# Penderecki - String Quartet 3 'Leaves of an Unwritten Diary' (SQ review)



## Merl (Jul 28, 2016)

A fine live Wigmore recording from the Meccore Quartet... 






Lots of very recommendable performances of this quartet. In fact, the only recording I can't fully recommend is that by Apollon Musagete, which I found too broad and lacking enough urgency. All the rest here are well worth hearing.

Recommended

Molinari - warmly lyrical and emotional reading that perhaps could have done with a little more urgency.
Messages - a good all-round performance that is easily recommendable.
Antarja - strong, persuasive account that occasionally becomes a little hurried
DAFO - a decent effort that I can recommend but it needs a bit more for me.

*Highly recommended

Royal String Quartet* - beautifully engineered and recorded but I didn't feel the visceral tension or excitement that the Tippett Quartet bring to this fine quartet even though they portray the tension and nostalgic qualities superbly.
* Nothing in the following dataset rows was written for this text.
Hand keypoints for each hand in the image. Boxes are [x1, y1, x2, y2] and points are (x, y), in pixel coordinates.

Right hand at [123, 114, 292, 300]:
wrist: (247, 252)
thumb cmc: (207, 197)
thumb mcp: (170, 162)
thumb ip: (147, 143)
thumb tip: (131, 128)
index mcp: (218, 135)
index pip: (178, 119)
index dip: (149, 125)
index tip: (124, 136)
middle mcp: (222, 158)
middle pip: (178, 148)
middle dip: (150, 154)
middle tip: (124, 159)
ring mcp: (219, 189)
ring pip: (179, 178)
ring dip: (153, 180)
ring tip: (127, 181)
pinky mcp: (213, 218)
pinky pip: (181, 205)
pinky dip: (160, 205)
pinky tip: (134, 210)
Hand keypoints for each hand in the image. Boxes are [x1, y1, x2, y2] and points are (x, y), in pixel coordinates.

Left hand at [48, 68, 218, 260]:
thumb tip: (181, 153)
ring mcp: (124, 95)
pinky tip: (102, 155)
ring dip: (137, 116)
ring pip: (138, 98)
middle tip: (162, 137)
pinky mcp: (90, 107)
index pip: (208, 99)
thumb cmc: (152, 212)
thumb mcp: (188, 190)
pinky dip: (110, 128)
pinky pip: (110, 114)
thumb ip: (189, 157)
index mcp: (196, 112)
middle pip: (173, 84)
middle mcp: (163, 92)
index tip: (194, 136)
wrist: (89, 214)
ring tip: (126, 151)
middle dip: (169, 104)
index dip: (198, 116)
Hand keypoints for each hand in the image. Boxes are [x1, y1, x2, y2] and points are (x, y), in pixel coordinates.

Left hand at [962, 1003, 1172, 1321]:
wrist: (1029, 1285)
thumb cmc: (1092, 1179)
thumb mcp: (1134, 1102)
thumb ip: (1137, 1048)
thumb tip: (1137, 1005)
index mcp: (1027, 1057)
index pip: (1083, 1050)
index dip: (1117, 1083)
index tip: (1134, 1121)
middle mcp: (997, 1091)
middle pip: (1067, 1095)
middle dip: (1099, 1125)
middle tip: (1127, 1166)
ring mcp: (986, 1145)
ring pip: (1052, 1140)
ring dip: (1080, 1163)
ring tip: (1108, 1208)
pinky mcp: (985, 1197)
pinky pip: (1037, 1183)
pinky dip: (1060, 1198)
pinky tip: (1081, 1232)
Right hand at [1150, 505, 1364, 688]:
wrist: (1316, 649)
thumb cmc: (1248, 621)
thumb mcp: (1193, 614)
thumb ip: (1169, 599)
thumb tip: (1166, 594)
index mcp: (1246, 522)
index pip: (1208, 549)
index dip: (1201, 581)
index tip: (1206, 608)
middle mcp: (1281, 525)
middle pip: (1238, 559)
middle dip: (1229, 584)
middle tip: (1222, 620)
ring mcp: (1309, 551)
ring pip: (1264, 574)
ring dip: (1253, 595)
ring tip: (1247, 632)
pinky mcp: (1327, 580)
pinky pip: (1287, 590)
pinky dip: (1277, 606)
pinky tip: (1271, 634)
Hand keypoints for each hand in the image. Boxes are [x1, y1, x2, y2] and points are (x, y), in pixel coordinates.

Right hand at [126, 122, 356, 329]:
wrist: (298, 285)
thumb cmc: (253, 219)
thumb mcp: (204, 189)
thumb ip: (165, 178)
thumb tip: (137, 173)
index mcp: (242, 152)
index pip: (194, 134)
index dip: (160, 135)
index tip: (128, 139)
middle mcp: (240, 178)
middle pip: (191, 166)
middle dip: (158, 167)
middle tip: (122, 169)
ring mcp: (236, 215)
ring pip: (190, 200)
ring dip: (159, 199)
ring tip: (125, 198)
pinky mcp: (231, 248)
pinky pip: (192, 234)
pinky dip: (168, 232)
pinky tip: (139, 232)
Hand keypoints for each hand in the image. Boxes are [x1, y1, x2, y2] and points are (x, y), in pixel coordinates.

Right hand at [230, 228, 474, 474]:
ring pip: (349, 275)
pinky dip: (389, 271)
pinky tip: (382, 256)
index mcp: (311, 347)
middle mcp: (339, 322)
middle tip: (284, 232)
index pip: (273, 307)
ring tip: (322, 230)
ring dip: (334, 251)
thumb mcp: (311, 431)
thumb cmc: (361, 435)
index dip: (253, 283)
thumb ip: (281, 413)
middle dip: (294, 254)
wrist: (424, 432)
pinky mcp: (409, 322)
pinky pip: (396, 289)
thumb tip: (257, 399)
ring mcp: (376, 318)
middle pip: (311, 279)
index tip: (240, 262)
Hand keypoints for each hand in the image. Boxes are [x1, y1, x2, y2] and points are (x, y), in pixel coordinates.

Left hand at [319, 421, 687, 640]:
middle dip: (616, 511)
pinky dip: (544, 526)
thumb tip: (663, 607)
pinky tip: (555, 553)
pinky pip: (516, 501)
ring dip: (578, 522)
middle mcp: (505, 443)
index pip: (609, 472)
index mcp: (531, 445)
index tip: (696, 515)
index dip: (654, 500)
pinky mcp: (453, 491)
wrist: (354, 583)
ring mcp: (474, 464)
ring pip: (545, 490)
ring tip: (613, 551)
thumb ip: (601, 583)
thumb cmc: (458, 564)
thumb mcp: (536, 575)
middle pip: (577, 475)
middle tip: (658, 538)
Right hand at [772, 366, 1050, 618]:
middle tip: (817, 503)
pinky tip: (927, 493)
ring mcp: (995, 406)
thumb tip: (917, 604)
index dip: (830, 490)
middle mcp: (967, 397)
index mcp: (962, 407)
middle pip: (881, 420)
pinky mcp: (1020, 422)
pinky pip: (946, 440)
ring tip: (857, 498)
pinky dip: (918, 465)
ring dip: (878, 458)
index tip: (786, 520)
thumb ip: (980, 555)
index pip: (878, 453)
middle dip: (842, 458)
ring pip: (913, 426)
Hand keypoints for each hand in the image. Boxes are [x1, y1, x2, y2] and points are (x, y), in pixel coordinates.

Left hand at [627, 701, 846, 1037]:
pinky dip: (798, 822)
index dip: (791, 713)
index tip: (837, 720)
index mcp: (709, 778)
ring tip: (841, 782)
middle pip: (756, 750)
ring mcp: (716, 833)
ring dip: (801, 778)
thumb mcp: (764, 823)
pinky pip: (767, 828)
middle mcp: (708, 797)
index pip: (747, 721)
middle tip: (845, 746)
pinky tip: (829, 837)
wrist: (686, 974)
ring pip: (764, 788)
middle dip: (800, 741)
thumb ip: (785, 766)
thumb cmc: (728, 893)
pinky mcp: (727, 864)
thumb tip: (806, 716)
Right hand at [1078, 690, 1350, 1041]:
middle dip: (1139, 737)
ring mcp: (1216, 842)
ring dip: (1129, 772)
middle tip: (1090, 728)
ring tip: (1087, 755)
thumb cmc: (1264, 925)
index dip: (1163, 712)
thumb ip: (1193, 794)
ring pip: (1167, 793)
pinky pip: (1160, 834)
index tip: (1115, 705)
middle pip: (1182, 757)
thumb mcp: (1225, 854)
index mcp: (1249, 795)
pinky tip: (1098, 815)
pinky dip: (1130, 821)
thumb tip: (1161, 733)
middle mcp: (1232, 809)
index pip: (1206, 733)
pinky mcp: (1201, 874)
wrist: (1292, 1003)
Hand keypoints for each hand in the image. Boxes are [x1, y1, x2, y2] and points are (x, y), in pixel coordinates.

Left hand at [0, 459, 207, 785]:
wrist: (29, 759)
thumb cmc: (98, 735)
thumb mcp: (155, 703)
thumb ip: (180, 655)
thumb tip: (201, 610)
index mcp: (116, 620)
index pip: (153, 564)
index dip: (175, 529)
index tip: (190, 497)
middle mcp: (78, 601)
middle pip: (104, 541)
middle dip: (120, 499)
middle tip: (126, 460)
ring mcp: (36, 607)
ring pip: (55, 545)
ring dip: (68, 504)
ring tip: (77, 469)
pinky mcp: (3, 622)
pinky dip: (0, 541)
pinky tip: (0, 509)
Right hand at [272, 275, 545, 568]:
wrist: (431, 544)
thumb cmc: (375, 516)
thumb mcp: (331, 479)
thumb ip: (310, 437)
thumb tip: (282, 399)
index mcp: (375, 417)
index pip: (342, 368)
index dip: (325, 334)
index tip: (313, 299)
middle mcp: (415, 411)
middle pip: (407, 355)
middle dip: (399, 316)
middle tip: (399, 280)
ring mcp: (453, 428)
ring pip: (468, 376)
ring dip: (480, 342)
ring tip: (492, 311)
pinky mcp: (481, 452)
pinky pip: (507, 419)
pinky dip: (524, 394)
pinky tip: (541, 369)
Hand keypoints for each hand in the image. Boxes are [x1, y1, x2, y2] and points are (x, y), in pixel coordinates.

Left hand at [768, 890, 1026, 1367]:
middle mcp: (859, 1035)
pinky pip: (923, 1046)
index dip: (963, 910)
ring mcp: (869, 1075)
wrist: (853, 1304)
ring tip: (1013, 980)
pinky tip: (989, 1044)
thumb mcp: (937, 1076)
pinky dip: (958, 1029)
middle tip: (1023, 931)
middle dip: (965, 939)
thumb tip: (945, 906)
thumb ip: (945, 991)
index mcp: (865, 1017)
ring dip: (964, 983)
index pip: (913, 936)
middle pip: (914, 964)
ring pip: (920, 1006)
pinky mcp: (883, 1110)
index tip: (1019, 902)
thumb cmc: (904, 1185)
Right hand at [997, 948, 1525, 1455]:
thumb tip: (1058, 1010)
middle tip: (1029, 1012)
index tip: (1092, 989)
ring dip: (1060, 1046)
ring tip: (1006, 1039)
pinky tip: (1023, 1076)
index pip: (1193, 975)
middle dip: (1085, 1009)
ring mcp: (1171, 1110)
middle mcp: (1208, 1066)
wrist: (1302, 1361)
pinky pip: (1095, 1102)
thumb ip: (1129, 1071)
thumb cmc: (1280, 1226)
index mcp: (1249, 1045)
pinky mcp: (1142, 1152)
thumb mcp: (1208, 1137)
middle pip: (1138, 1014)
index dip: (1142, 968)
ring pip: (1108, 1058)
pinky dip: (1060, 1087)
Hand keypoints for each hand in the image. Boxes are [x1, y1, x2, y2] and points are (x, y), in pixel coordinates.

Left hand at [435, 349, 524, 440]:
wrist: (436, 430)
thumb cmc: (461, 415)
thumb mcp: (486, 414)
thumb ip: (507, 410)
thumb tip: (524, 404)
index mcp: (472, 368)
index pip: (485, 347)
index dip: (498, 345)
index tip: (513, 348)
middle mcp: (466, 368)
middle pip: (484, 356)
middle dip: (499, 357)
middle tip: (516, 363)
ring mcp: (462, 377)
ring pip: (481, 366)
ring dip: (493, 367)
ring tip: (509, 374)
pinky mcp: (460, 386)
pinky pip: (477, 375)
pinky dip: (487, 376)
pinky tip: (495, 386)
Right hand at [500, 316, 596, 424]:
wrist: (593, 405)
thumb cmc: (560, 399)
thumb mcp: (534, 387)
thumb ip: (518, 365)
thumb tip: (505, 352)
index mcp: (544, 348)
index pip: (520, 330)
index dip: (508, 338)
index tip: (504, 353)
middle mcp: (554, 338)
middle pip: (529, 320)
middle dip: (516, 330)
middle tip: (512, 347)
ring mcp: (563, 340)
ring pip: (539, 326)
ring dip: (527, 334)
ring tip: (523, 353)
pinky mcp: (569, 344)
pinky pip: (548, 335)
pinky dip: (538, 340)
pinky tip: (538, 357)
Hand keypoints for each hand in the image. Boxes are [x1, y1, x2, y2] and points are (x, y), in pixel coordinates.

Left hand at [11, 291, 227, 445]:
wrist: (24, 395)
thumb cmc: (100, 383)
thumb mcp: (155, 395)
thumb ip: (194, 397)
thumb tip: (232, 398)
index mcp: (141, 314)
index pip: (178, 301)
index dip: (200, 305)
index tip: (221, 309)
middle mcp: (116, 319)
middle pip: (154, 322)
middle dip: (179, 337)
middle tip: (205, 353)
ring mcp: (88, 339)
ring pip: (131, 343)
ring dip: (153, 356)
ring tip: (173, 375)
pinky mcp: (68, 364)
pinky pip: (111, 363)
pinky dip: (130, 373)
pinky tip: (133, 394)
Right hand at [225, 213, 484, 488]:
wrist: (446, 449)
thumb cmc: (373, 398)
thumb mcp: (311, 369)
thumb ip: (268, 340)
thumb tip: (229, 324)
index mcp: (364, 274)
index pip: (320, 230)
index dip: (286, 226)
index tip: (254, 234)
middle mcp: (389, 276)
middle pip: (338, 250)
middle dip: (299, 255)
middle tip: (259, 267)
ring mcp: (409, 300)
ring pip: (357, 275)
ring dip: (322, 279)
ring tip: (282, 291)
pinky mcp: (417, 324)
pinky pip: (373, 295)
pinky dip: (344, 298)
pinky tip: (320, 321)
This has grown on me though, as I wasn't sure on first listen.
*Penderecki Quartet *- lovely recording with depth and the final few minutes is very engaging.
*Ãtma* - slower but beautifully realised and recorded account. A very impressive recording for a novice ensemble.
*Silesian* - brilliant playing and the Silesians convey the character of the music superbly. Like the others in this section, a hair's breadth off the top.

*Top pick

Tippett* - this full, reverberant, brisk brighter, rougher reading works the best for me. The ostinato is conveyed more tellingly in my ears and the urgency and forward drive are so powerful that I find this recording unbeatable even by the other high calibre accounts available.


----------